You also refer to the fact that the machine uses only "one amp in fridge mode". Manufactures of these devices have a way of using deceptive language. What they really mean I believe is that the average use of power over time would be 1 amp per hour or 24 amp hours per day and that assumes that the outside temperature is probably only 70 degrees -- not very hot. 24 amp hours per day is doable for a couple of days if there are no other loads except LED lights.

Most of these fridges use a Danfoss compressor or similar and these typically draw 2 to 6 amps when running. Your "duty cycle" running time figures seem low to me.
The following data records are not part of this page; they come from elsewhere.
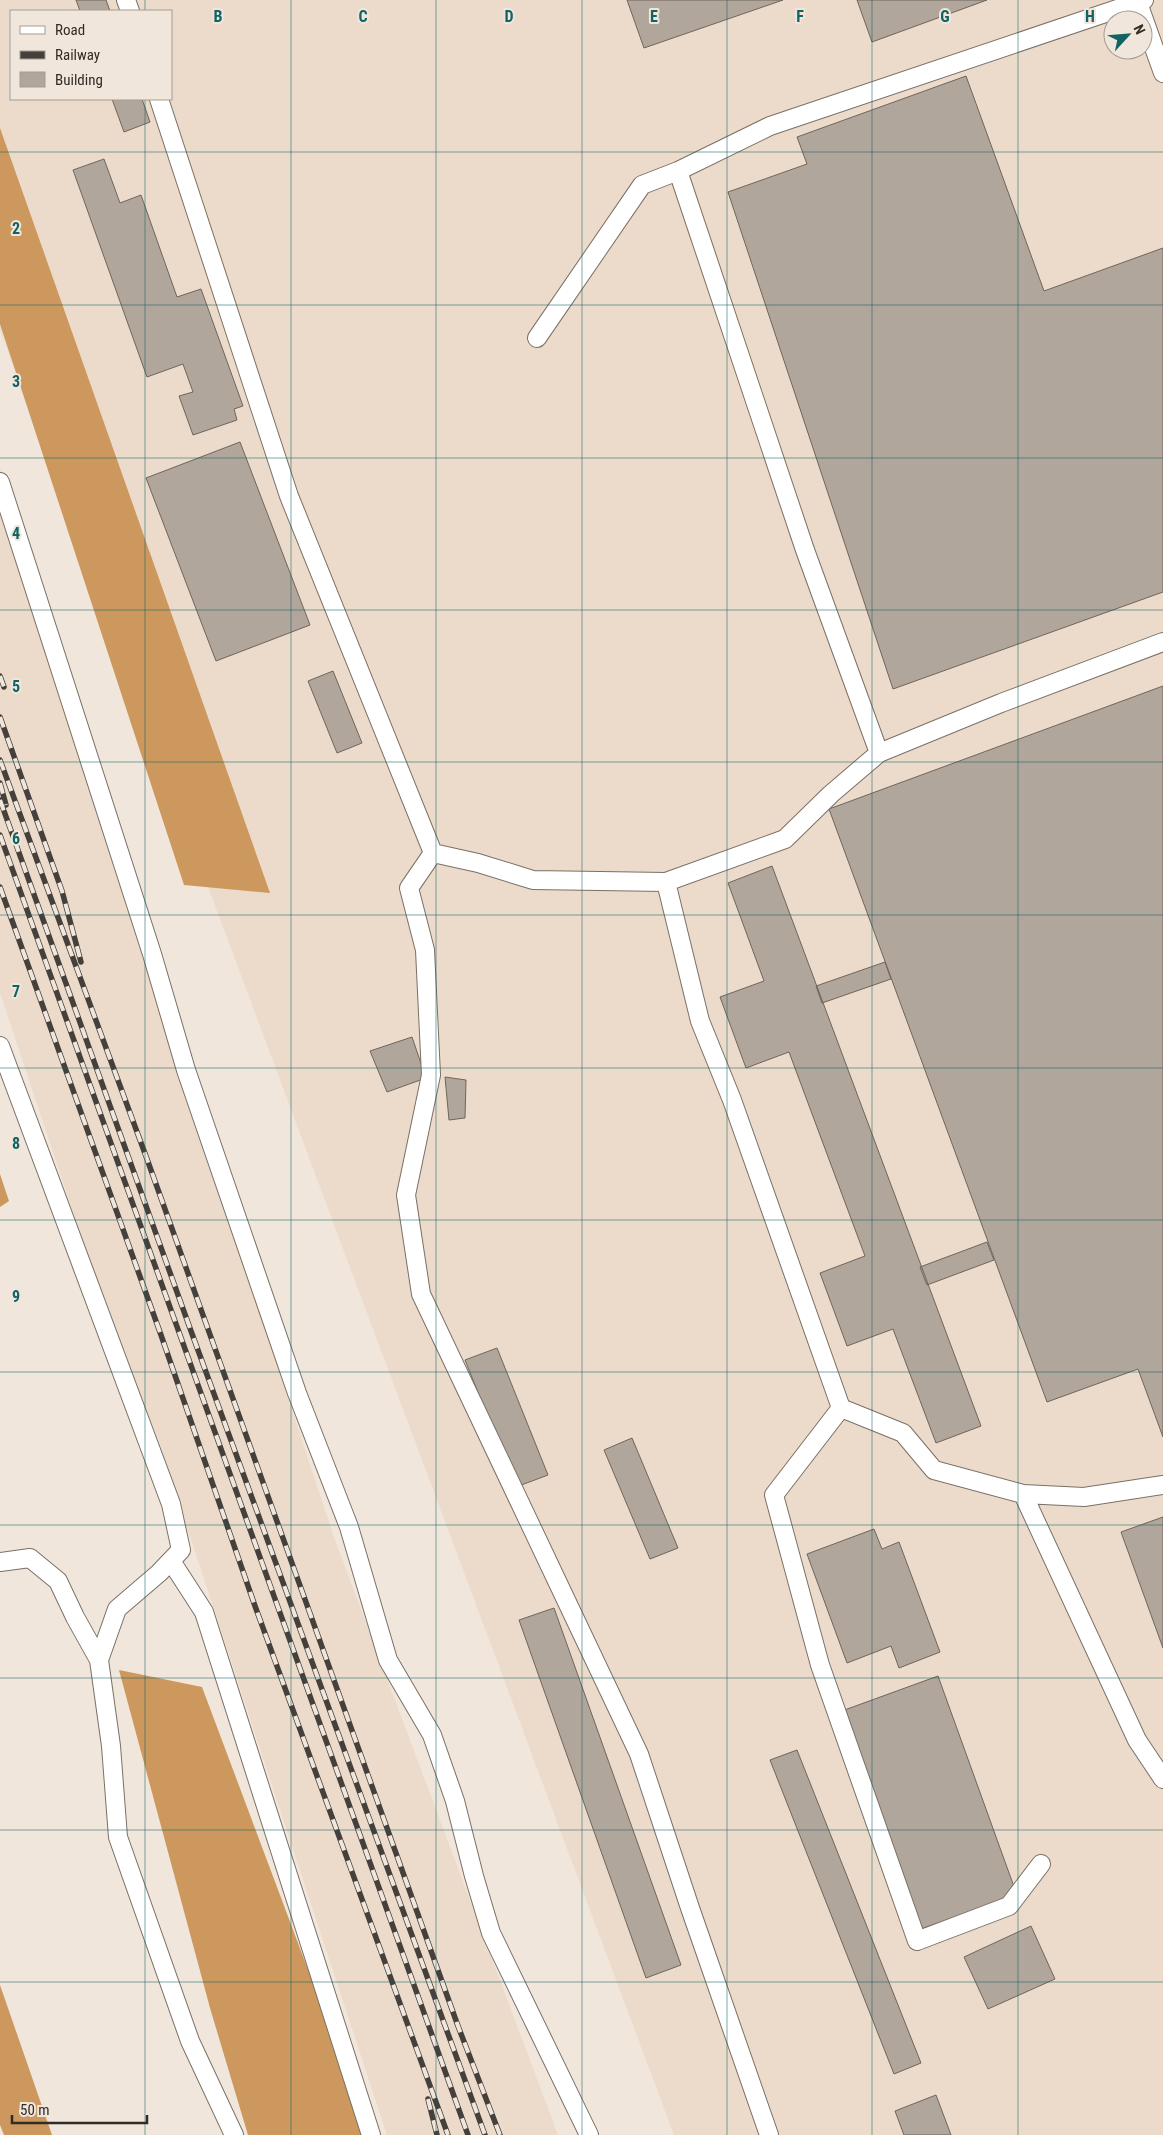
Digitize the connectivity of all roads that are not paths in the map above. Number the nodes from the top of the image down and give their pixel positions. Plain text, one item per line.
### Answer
1 (1140, 1) edge
2 (1163, 73) edge
3 (159, 100) edge
4 (678, 171) junction
5 (537, 338) dead end
6 (0, 482) edge
7 (1163, 642) edge
8 (879, 753) junction
9 (433, 853) junction
10 (666, 882) junction
11 (0, 1046) edge
12 (841, 1408) junction
13 (1163, 1485) edge
14 (1023, 1494) junction
15 (170, 1561) junction
16 (0, 1562) edge
17 (99, 1660) junction
18 (1163, 1779) edge
19 (1040, 1864) dead end
20 (234, 2135) edge
21 (372, 2135) edge
22 (589, 2135) edge
23 (769, 2135) edge

1 - 2 lane
1 - 4 lane
3 - 9 lane
4 - 5 lane
4 - 8 lane
6 - 22 lane
7 - 8 lane
8 - 10 lane
9 - 10 lane
9 - 23 lane
10 - 12 lane
11 - 15 lane
12 - 14 lane
12 - 19 lane
13 - 14 lane
14 - 18 lane
15 - 17 lane
15 - 21 lane
16 - 17 lane
17 - 20 lane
I believe that you should double battery capacity especially if you plan to use the proposed microwave. I have a 700 watt microwave run off an inverter. 700 watts is the cooking (heating) power; the device will draw 1000 watts or more; that is approaching 100 amps of 12 volts. Even if only run for 4 minutes this will quickly harm a 105 amp hour battery. It is not so much the amp hours used as it is the rate of withdrawal from the battery.

Remember that batteries are best for long life to be discharged only 50 percent; that is, only about 50 amp hours out of a 100 and hour battery. At rest this would be a voltage of about 12.2. Yes the battery will read lower than that when under big load but after load removal it should bounce back to 12.2 or higher within a couple of minutes. Also fast, heavy discharges shorten life.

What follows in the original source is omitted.